This project aims to make predictions over images and detect mask and bounding boxes around the area of interest, i.e., mask and bounding around the fire in a given image.


Tech stack

  • Language - Python
  • Libraries – numpy, keras, tensorflow, mrcnn, scikit-image, etc (as per mentioned in the requirements.txt file)

Image Localization and Segmentation

Image localization and segmentation are two important tasks in computer vision.

  • Image localization refers to the process of finding the location of an object of interest in an image, while image segmentation involves dividing an image into multiple segments, where each segment corresponds to a different object or background.

Mask R-CNN

Mask R-CNN (Regional Convolutional Neural Network) is a deep learning architecture that is specifically designed for object detection and instance segmentation.

It extends the Faster R-CNN architecture by adding a branch for predicting an object mask in parallel with the existing branch for bounding box recognition.

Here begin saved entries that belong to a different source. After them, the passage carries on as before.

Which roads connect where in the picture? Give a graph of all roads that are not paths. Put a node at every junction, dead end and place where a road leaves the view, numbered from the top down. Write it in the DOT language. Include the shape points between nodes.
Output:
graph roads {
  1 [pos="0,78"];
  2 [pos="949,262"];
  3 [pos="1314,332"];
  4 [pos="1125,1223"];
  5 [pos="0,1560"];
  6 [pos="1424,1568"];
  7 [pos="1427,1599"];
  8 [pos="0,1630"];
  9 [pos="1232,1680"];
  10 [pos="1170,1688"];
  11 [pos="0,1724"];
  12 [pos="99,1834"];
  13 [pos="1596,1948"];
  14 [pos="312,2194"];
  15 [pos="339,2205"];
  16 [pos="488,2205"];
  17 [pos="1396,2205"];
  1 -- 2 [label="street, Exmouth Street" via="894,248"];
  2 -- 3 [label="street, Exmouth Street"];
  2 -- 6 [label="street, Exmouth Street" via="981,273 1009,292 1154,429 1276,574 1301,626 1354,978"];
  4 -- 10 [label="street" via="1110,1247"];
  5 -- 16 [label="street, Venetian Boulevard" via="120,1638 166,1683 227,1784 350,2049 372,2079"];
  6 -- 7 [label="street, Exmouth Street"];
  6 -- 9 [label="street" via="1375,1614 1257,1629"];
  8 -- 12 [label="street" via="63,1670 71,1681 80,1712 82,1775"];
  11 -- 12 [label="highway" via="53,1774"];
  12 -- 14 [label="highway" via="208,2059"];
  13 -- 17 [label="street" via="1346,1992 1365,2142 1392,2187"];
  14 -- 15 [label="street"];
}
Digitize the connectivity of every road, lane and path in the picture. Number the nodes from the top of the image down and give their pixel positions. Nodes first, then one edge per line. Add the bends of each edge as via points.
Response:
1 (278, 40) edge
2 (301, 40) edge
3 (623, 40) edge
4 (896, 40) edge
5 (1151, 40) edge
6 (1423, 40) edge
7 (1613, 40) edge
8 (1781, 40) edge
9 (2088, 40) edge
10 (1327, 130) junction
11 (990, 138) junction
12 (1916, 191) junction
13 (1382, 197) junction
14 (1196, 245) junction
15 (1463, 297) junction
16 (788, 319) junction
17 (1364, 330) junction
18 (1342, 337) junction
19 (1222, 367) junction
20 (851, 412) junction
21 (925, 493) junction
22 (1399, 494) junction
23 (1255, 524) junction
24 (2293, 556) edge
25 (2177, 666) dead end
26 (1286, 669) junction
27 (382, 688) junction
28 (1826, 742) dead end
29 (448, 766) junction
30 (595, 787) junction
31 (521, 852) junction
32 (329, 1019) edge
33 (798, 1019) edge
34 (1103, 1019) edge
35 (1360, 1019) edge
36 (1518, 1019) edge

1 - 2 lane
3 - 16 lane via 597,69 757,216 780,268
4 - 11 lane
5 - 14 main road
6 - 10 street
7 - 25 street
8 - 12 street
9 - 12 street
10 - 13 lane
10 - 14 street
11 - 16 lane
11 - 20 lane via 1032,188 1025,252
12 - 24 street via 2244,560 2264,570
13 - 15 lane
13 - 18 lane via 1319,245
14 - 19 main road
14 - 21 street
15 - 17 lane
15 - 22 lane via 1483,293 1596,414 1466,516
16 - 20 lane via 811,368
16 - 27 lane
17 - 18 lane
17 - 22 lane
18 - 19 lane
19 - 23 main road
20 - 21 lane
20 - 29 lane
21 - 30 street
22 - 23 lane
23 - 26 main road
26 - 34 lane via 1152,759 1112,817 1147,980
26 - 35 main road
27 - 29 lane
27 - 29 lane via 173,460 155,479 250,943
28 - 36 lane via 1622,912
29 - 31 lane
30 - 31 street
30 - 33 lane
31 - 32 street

The network uses a convolutional neural network (CNN) to extract features from the image and uses a region proposal network (RPN) to propose regions that are likely to contain an object.

The mask branch of the network then outputs a binary mask for each instance of the object, allowing for precise instance-level segmentation.

In this project, the Mask R-CNN architecture will be trained on a dataset of fire images, and the network will be evaluated on new images to assess its performance in detecting and localizing fire instances. The final output of the network will be a set of bounding boxes around fire instances, along with a binary mask for each instance, providing a precise representation of the location and extent of fire in the image.


Note

For this project, we are using a wrapper for Mask R-CNN from the matterport repository here. However, the original implementation is not compatible with the latest libraries. Therefore, we are using a modified version of the Mask R-CNN project that has been developed by leekunhee here and is compatible with TensorFlow 2.0 for our project.

We made a few changes to get it running on Google Colab. The original leekunhee code in mrcnn/model.py at line 2364 was changed to:

# workers=0
# multiprocessing=False

Getting Started

Step 1: Custom Configuration

In this step, we will create a custom configuration file to specify the parameters for training and inference of the Mask R-CNN model. The parameters include information such as the number of classes and batch size, among others.

Step 2: Custom Data

In this step, we will create a custom dataset of images with annotations for fire instances. The annotations include the bounding boxes and masks for each instance in the images.

Step 3: Training

In this step, we will use the custom configuration and data to train the Mask R-CNN model. The model will learn to identify and locate fire instances in images and generate masks for them.

Step 4: Inference

In this step, we will use the trained model to perform inference on new images. The model will be able to localize and segment fire instances in the images, allowing for early fire detection.

Note

The training is done for just 10 steps per epoch for 20 epochs for demo purposes, and the model is stored in output/logs/object20230207T1931/mask_rcnn_object_0020.h5. Please train for more accurate results.

Execution Instructions

  1. Upload the code folder to Google Drive and open the Jupyter file with Google Colab.
  2. Mount your Google Drive.
  3. Change the working directory to the root folder of the project.
  4. Install the required packages from the requirements.txt file using pip install -r requirements.txt.
  5. Change the working directory to the Mask_RCNN folder.
  6. Update the configurations, such as datasets, the number of steps per epoch, and other relevant parameters in the code.
  7. Train the model using the updated parameters.
  8. Alternatively, if you'd like to load a previously trained model, you can load it from the last section of the Jupyter Notebook for inference.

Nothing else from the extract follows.